▸ **TASK**: Leave out the pictures and print the rest of the entries exactly as they stand.

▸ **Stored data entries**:
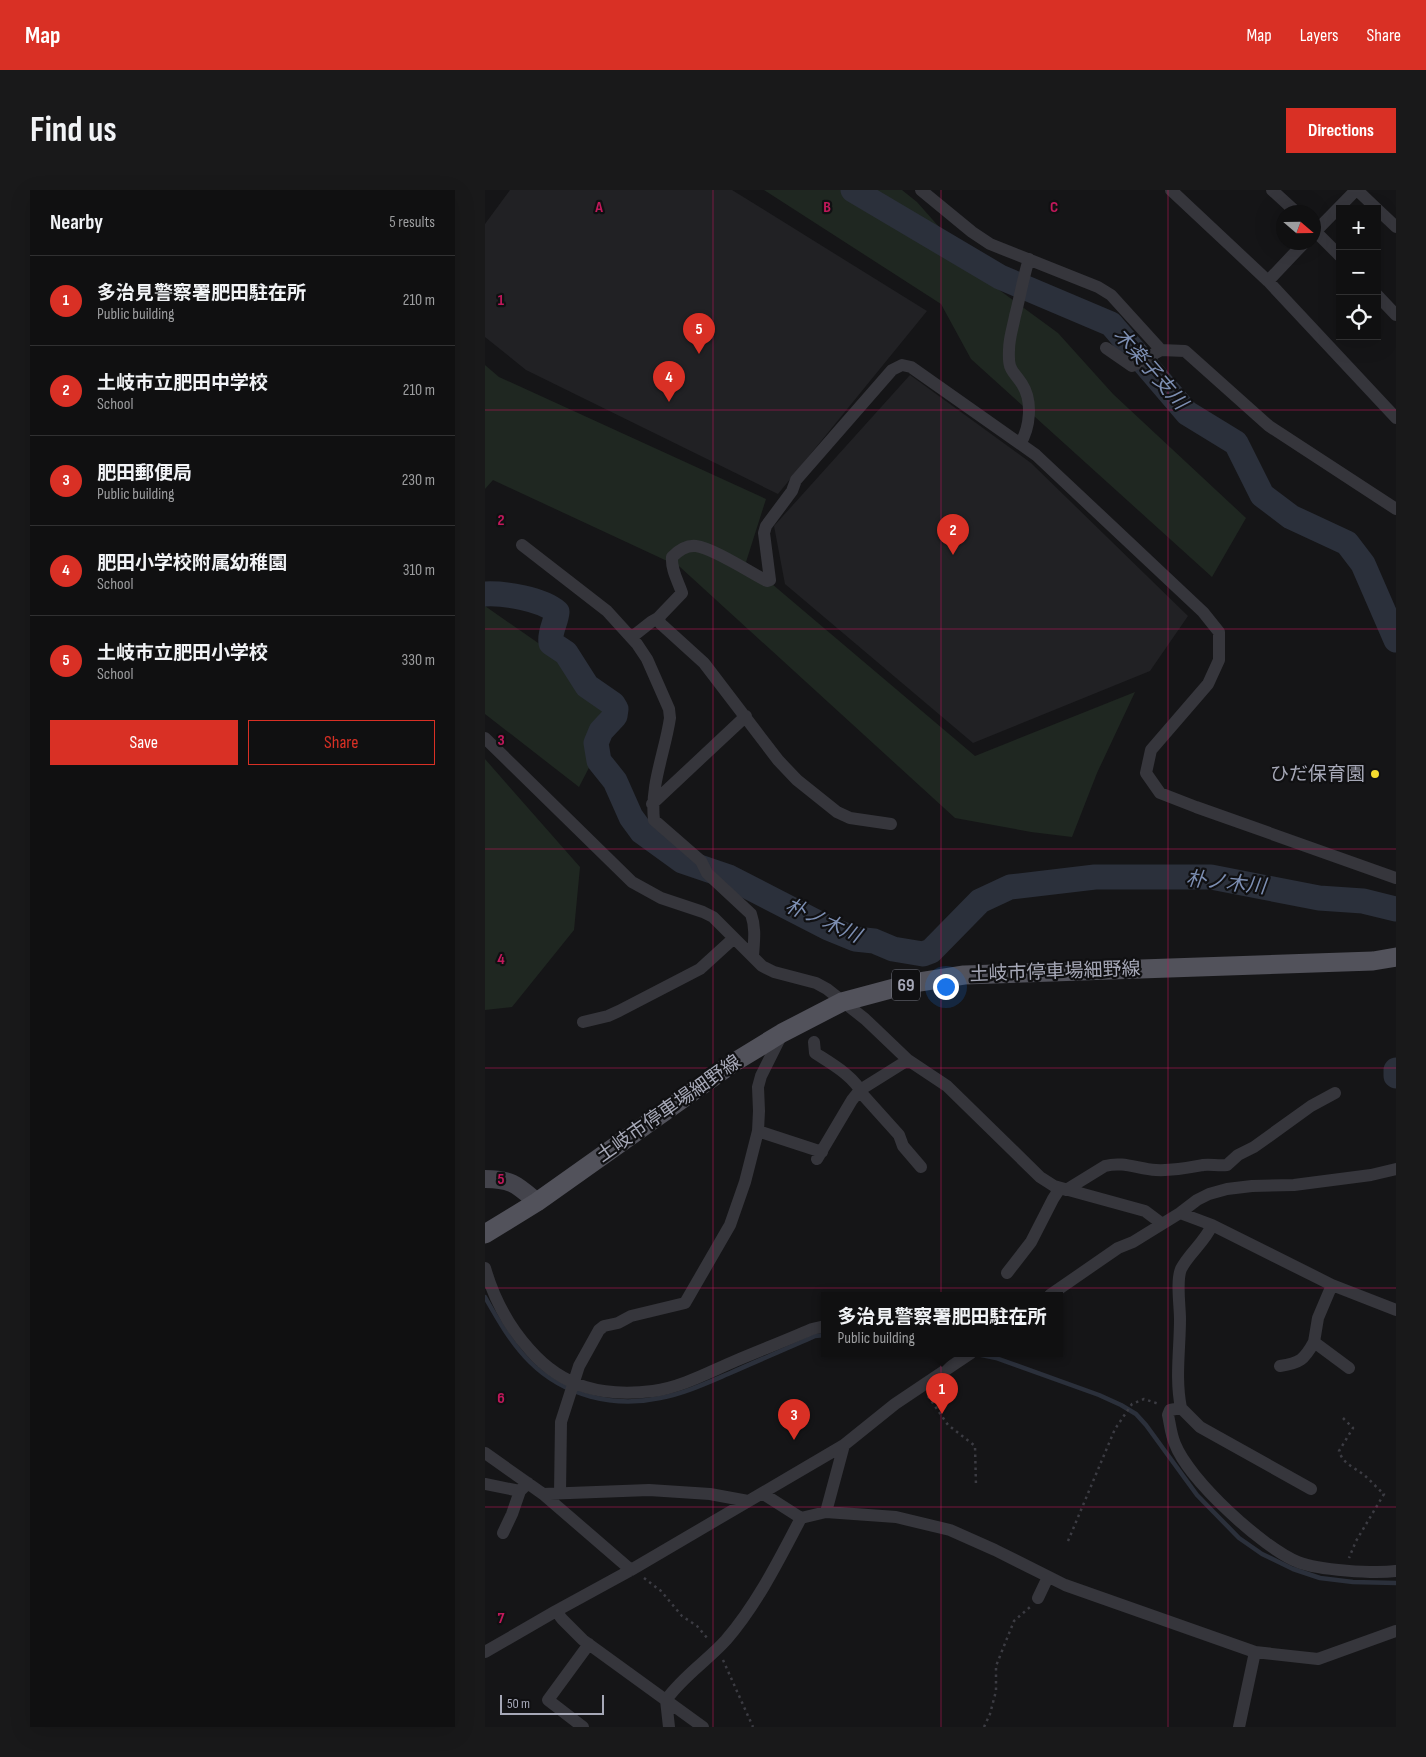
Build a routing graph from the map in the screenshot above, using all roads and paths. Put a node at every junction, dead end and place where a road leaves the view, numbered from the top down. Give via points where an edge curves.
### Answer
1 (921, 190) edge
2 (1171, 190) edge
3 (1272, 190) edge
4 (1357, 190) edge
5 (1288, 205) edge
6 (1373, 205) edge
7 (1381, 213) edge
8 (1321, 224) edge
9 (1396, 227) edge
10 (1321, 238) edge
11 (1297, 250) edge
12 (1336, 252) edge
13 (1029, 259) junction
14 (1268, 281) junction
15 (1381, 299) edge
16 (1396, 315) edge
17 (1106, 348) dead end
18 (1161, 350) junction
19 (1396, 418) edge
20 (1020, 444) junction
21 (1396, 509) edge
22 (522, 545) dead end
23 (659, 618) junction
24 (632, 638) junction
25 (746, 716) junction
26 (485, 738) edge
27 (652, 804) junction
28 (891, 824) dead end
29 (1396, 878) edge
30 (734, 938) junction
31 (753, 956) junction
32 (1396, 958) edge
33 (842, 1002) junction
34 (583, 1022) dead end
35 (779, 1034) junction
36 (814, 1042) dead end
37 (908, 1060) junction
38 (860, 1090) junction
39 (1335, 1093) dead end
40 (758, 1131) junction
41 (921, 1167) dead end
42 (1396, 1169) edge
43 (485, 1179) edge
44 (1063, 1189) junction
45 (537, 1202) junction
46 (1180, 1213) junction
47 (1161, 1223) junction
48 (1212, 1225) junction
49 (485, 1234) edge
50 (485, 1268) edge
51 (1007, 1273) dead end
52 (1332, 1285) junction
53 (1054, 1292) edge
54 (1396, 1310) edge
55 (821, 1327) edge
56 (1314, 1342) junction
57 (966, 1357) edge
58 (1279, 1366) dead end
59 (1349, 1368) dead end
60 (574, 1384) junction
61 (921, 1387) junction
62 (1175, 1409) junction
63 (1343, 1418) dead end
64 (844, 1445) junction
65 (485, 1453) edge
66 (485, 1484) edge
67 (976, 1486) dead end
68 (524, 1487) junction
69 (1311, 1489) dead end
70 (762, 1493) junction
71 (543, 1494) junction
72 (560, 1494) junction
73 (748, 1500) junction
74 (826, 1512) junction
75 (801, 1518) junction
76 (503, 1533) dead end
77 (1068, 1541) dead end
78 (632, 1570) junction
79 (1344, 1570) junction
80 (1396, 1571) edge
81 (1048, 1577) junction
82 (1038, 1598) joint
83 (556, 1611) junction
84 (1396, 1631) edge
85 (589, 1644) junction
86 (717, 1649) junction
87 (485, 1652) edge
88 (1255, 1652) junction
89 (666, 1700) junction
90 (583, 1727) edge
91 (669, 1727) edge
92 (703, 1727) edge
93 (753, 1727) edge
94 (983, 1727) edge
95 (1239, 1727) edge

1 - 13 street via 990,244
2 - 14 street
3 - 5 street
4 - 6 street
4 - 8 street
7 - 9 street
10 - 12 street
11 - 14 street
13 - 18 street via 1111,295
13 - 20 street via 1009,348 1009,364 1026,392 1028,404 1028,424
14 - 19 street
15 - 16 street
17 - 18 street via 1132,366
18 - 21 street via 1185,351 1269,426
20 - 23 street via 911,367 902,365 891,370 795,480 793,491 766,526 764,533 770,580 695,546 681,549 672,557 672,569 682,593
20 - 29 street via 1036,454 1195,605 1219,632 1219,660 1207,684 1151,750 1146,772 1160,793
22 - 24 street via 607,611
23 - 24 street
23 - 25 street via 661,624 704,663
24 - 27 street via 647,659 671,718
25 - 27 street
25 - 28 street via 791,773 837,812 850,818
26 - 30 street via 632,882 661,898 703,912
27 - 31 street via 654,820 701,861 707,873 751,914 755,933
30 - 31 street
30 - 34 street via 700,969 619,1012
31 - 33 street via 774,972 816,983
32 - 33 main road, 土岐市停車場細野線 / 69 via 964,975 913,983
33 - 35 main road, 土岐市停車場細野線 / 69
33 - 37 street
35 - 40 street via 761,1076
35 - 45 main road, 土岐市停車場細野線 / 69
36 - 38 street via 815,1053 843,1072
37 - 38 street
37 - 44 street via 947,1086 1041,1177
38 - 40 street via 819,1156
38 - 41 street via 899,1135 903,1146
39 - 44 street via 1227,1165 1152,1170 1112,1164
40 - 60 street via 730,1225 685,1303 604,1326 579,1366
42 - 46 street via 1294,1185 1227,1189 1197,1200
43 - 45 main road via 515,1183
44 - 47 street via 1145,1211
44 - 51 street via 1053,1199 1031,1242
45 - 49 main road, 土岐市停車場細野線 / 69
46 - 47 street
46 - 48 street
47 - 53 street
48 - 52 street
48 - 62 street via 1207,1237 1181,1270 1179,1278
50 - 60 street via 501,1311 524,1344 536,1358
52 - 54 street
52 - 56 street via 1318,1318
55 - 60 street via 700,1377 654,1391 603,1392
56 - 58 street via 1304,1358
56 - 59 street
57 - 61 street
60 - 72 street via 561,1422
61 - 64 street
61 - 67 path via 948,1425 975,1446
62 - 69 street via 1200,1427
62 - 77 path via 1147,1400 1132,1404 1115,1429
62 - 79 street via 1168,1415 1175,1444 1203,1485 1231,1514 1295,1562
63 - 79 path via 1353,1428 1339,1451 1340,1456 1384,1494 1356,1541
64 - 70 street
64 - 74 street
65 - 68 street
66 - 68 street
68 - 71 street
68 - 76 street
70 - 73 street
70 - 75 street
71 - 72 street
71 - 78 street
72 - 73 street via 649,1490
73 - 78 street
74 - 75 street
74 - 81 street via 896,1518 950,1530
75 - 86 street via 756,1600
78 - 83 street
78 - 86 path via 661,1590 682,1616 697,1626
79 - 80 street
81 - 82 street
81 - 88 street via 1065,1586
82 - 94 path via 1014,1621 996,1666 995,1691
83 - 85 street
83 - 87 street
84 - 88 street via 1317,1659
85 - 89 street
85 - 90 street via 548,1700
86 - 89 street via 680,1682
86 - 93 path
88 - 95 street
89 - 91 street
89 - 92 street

▸ **ANSWER SPACE**:
Build a routing graph from the map in the screenshot above, using all roads and paths. Put a node at every junction, dead end and place where a road leaves the view, numbered from the top down. Give via points where an edge curves.
### Answer
1 (921, 190) edge
2 (1171, 190) edge
3 (1272, 190) edge
4 (1357, 190) edge
5 (1288, 205) edge
6 (1373, 205) edge
7 (1381, 213) edge
8 (1321, 224) edge
9 (1396, 227) edge
10 (1321, 238) edge
11 (1297, 250) edge
12 (1336, 252) edge
13 (1029, 259) junction
14 (1268, 281) junction
15 (1381, 299) edge
16 (1396, 315) edge
17 (1106, 348) dead end
18 (1161, 350) junction
19 (1396, 418) edge
20 (1020, 444) junction
21 (1396, 509) edge
22 (522, 545) dead end
23 (659, 618) junction
24 (632, 638) junction
25 (746, 716) junction
26 (485, 738) edge
27 (652, 804) junction
28 (891, 824) dead end
29 (1396, 878) edge
30 (734, 938) junction
31 (753, 956) junction
32 (1396, 958) edge
33 (842, 1002) junction
34 (583, 1022) dead end
35 (779, 1034) junction
36 (814, 1042) dead end
37 (908, 1060) junction
38 (860, 1090) junction
39 (1335, 1093) dead end
40 (758, 1131) junction
41 (921, 1167) dead end
42 (1396, 1169) edge
43 (485, 1179) edge
44 (1063, 1189) junction
45 (537, 1202) junction
46 (1180, 1213) junction
47 (1161, 1223) junction
48 (1212, 1225) junction
49 (485, 1234) edge
50 (485, 1268) edge
51 (1007, 1273) dead end
52 (1332, 1285) junction
53 (1054, 1292) edge
54 (1396, 1310) edge
55 (821, 1327) edge
56 (1314, 1342) junction
57 (966, 1357) edge
58 (1279, 1366) dead end
59 (1349, 1368) dead end
60 (574, 1384) junction
61 (921, 1387) junction
62 (1175, 1409) junction
63 (1343, 1418) dead end
64 (844, 1445) junction
65 (485, 1453) edge
66 (485, 1484) edge
67 (976, 1486) dead end
68 (524, 1487) junction
69 (1311, 1489) dead end
70 (762, 1493) junction
71 (543, 1494) junction
72 (560, 1494) junction
73 (748, 1500) junction
74 (826, 1512) junction
75 (801, 1518) junction
76 (503, 1533) dead end
77 (1068, 1541) dead end
78 (632, 1570) junction
79 (1344, 1570) junction
80 (1396, 1571) edge
81 (1048, 1577) junction
82 (1038, 1598) joint
83 (556, 1611) junction
84 (1396, 1631) edge
85 (589, 1644) junction
86 (717, 1649) junction
87 (485, 1652) edge
88 (1255, 1652) junction
89 (666, 1700) junction
90 (583, 1727) edge
91 (669, 1727) edge
92 (703, 1727) edge
93 (753, 1727) edge
94 (983, 1727) edge
95 (1239, 1727) edge

1 - 13 street via 990,244
2 - 14 street
3 - 5 street
4 - 6 street
4 - 8 street
7 - 9 street
10 - 12 street
11 - 14 street
13 - 18 street via 1111,295
13 - 20 street via 1009,348 1009,364 1026,392 1028,404 1028,424
14 - 19 street
15 - 16 street
17 - 18 street via 1132,366
18 - 21 street via 1185,351 1269,426
20 - 23 street via 911,367 902,365 891,370 795,480 793,491 766,526 764,533 770,580 695,546 681,549 672,557 672,569 682,593
20 - 29 street via 1036,454 1195,605 1219,632 1219,660 1207,684 1151,750 1146,772 1160,793
22 - 24 street via 607,611
23 - 24 street
23 - 25 street via 661,624 704,663
24 - 27 street via 647,659 671,718
25 - 27 street
25 - 28 street via 791,773 837,812 850,818
26 - 30 street via 632,882 661,898 703,912
27 - 31 street via 654,820 701,861 707,873 751,914 755,933
30 - 31 street
30 - 34 street via 700,969 619,1012
31 - 33 street via 774,972 816,983
32 - 33 main road, 土岐市停車場細野線 / 69 via 964,975 913,983
33 - 35 main road, 土岐市停車場細野線 / 69
33 - 37 street
35 - 40 street via 761,1076
35 - 45 main road, 土岐市停車場細野線 / 69
36 - 38 street via 815,1053 843,1072
37 - 38 street
37 - 44 street via 947,1086 1041,1177
38 - 40 street via 819,1156
38 - 41 street via 899,1135 903,1146
39 - 44 street via 1227,1165 1152,1170 1112,1164
40 - 60 street via 730,1225 685,1303 604,1326 579,1366
42 - 46 street via 1294,1185 1227,1189 1197,1200
43 - 45 main road via 515,1183
44 - 47 street via 1145,1211
44 - 51 street via 1053,1199 1031,1242
45 - 49 main road, 土岐市停車場細野線 / 69
46 - 47 street
46 - 48 street
47 - 53 street
48 - 52 street
48 - 62 street via 1207,1237 1181,1270 1179,1278
50 - 60 street via 501,1311 524,1344 536,1358
52 - 54 street
52 - 56 street via 1318,1318
55 - 60 street via 700,1377 654,1391 603,1392
56 - 58 street via 1304,1358
56 - 59 street
57 - 61 street
60 - 72 street via 561,1422
61 - 64 street
61 - 67 path via 948,1425 975,1446
62 - 69 street via 1200,1427
62 - 77 path via 1147,1400 1132,1404 1115,1429
62 - 79 street via 1168,1415 1175,1444 1203,1485 1231,1514 1295,1562
63 - 79 path via 1353,1428 1339,1451 1340,1456 1384,1494 1356,1541
64 - 70 street
64 - 74 street
65 - 68 street
66 - 68 street
68 - 71 street
68 - 76 street
70 - 73 street
70 - 75 street
71 - 72 street
71 - 78 street
72 - 73 street via 649,1490
73 - 78 street
74 - 75 street
74 - 81 street via 896,1518 950,1530
75 - 86 street via 756,1600
78 - 83 street
78 - 86 path via 661,1590 682,1616 697,1626
79 - 80 street
81 - 82 street
81 - 88 street via 1065,1586
82 - 94 path via 1014,1621 996,1666 995,1691
83 - 85 street
83 - 87 street
84 - 88 street via 1317,1659
85 - 89 street
85 - 90 street via 548,1700
86 - 89 street via 680,1682
86 - 93 path
88 - 95 street
89 - 91 street
89 - 92 street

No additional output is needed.